Le père paret : christian califano
histoire des cathédrales sur le territoire français
D'unité et de développement civile.
Les imposantes cathédrales se élèvent à la fin du xiie siècle à sens noyon, laon, reims, amiens, saint-denis, le mans métropoles qui toutes avaient, les premières, signalé la délivrance des communes; dans la ville-capitale du Île-de-france, cœur de l'autorité du roi, paris; à rouen, cœur de la meilleur province conquise par philippe auguste; à liège, capitale de la commune princiaire de liège.
L'alliance cléricale avec la monarchie ne traîna pas à contrarier les barons ; saint louis concéda bientôt que le pouvoir royal ne faisait que changer de maître. En 1235, l'aristocratie de france et le roi se réunissèrent à saint-denis en vue de restreindre la force que les tribunaux religieux se étaient arrogée. En 1246, les barons écrirent un traité de fusion et désignèrent une commission des 4 plus performants d'entre eux, afin de choisir dans quels cas le baronnage devait prendre fait et cause pour tout seigneur vexé par les ecclésiastiques ; par ailleur, chaque seigneur s'engageait à mettre en partage la centième partie de son revenu, pour continuer sérieusement la mission de l'union.

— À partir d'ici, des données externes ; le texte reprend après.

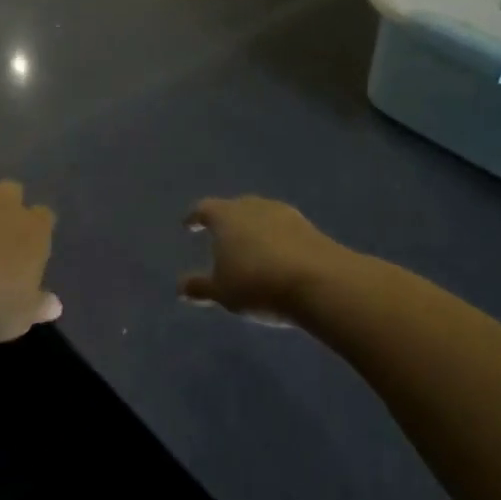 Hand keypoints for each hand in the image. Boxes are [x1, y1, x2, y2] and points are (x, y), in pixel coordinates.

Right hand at [181, 195, 358, 320]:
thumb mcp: (223, 292)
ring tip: (251, 248)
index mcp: (225, 216)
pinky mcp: (310, 228)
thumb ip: (200, 287)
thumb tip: (180, 288)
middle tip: (222, 237)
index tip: (189, 225)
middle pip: (234, 208)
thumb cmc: (258, 283)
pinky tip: (279, 257)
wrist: (320, 282)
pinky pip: (284, 230)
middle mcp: (252, 206)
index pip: (204, 209)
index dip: (195, 218)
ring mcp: (284, 214)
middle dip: (227, 221)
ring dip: (254, 229)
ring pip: (261, 216)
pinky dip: (277, 240) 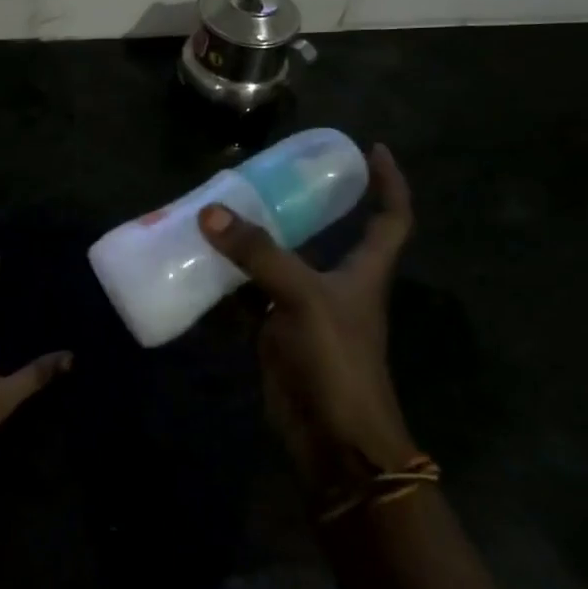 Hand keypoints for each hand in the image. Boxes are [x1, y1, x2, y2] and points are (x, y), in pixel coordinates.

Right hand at [198, 144, 418, 496]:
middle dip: (295, 206)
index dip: (388, 183)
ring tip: (216, 213)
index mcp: (363, 271)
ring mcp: (303, 311)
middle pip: (322, 234)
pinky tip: (196, 267)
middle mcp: (336, 285)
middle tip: (258, 178)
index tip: (373, 149)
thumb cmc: (337, 360)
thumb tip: (211, 213)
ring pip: (275, 264)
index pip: (390, 217)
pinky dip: (225, 285)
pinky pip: (247, 299)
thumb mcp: (303, 296)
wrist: (333, 439)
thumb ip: (258, 254)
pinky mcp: (275, 335)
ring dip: (250, 244) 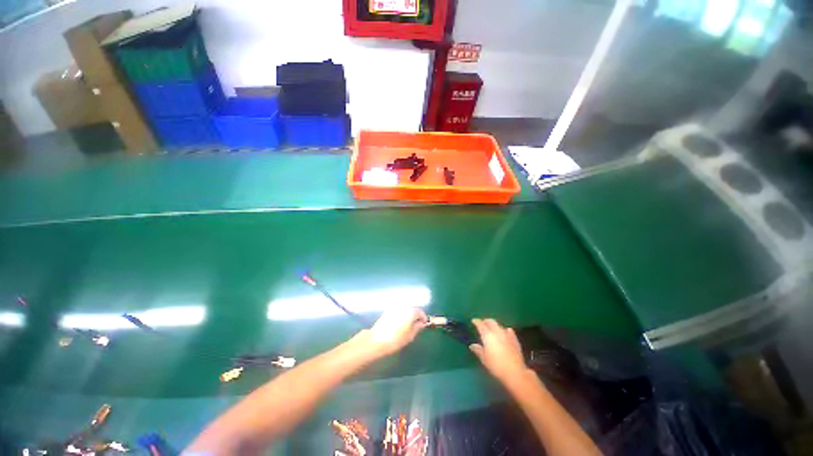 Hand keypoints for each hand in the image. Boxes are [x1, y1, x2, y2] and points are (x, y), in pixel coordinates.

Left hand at [362, 307, 427, 356]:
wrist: (377, 340)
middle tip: (417, 325)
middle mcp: (403, 306)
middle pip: (413, 309)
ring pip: (405, 310)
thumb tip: (421, 323)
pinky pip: (398, 311)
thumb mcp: (410, 335)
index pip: (421, 312)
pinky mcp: (388, 311)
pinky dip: (401, 315)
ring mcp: (395, 308)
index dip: (424, 318)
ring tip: (408, 325)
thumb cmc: (396, 339)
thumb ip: (417, 327)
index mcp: (410, 311)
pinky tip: (400, 324)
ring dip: (408, 315)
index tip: (424, 325)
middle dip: (416, 316)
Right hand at [469, 319, 528, 383]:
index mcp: (487, 335)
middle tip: (482, 323)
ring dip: (494, 325)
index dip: (476, 322)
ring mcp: (507, 334)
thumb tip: (472, 345)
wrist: (515, 372)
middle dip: (486, 321)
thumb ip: (478, 350)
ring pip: (499, 325)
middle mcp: (497, 331)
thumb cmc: (496, 366)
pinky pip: (508, 330)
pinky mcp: (515, 339)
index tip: (473, 321)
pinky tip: (505, 333)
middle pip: (491, 321)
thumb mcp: (484, 359)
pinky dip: (504, 330)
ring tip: (492, 329)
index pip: (480, 324) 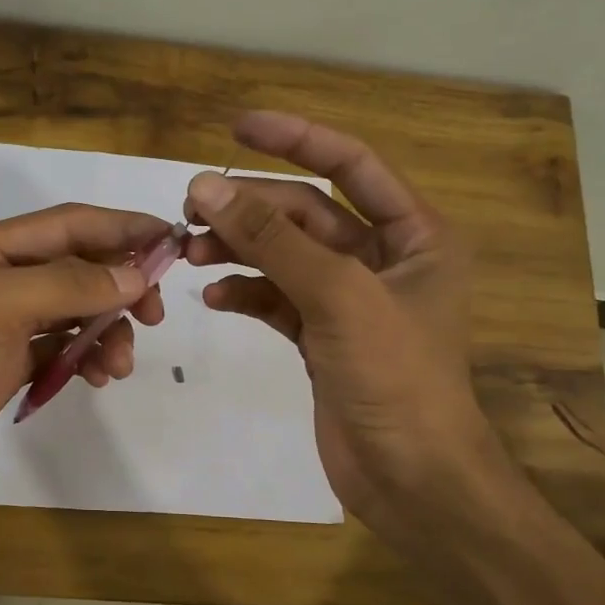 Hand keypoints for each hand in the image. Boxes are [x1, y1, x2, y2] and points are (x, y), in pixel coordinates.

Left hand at [0, 203, 170, 529]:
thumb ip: (66, 284)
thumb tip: (135, 277)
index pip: (65, 224)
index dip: (119, 228)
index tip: (170, 240)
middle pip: (74, 267)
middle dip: (118, 286)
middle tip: (154, 315)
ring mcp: (0, 327)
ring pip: (73, 312)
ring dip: (106, 330)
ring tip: (119, 364)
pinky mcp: (6, 367)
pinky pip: (61, 349)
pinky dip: (86, 357)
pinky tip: (98, 377)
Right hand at [183, 112, 499, 542]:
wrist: (411, 477)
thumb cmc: (395, 377)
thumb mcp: (338, 295)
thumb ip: (272, 239)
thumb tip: (206, 187)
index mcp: (415, 235)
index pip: (350, 165)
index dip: (296, 139)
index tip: (237, 127)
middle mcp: (384, 259)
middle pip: (307, 213)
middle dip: (250, 208)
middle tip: (190, 209)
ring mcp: (349, 301)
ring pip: (285, 256)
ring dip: (240, 249)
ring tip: (189, 253)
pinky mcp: (322, 338)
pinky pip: (277, 299)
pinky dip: (247, 293)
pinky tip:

À la fin du xiiie siècle, les chantiers de ces immenses réalisations en retard issues de terre n’arrivèrent pas à leur structuration final ; ils se éteignirent subitement ; si les cathédrales furent terminées, ce ne fut plus que à l'aide des sacrifices privés de pontifes ou de chapitres qui employèrent leurs propres biens afin d'achever ce que la croyance et l'ardeur de toute une population avaient permis de commencer. Raréfiés sont les grandes églises qui aient été achevées telles qu'elles avaient été projetées ; et c’est logique : le époque pendant laquelle leur existence est en quelque sorte un besoin impérieux, l'expression d'un souhait irrésistible, est incluse entre l'an 1180 et 1240. Soixante ans. Ce qui surprend aujourd'hui, c’est qu'en un temps aussi court on ait pu obtenir, sur un territoire aussi grand, des retombées aussi interloquants ; car ce n’était pas seulement des stratégies qu'il a fallu trouver, mais des centaines d'artistes qui, la plupart, étaient des individus dont le talent dans la réalisation des œuvre est pour nous actuellement un sujet d'engouement.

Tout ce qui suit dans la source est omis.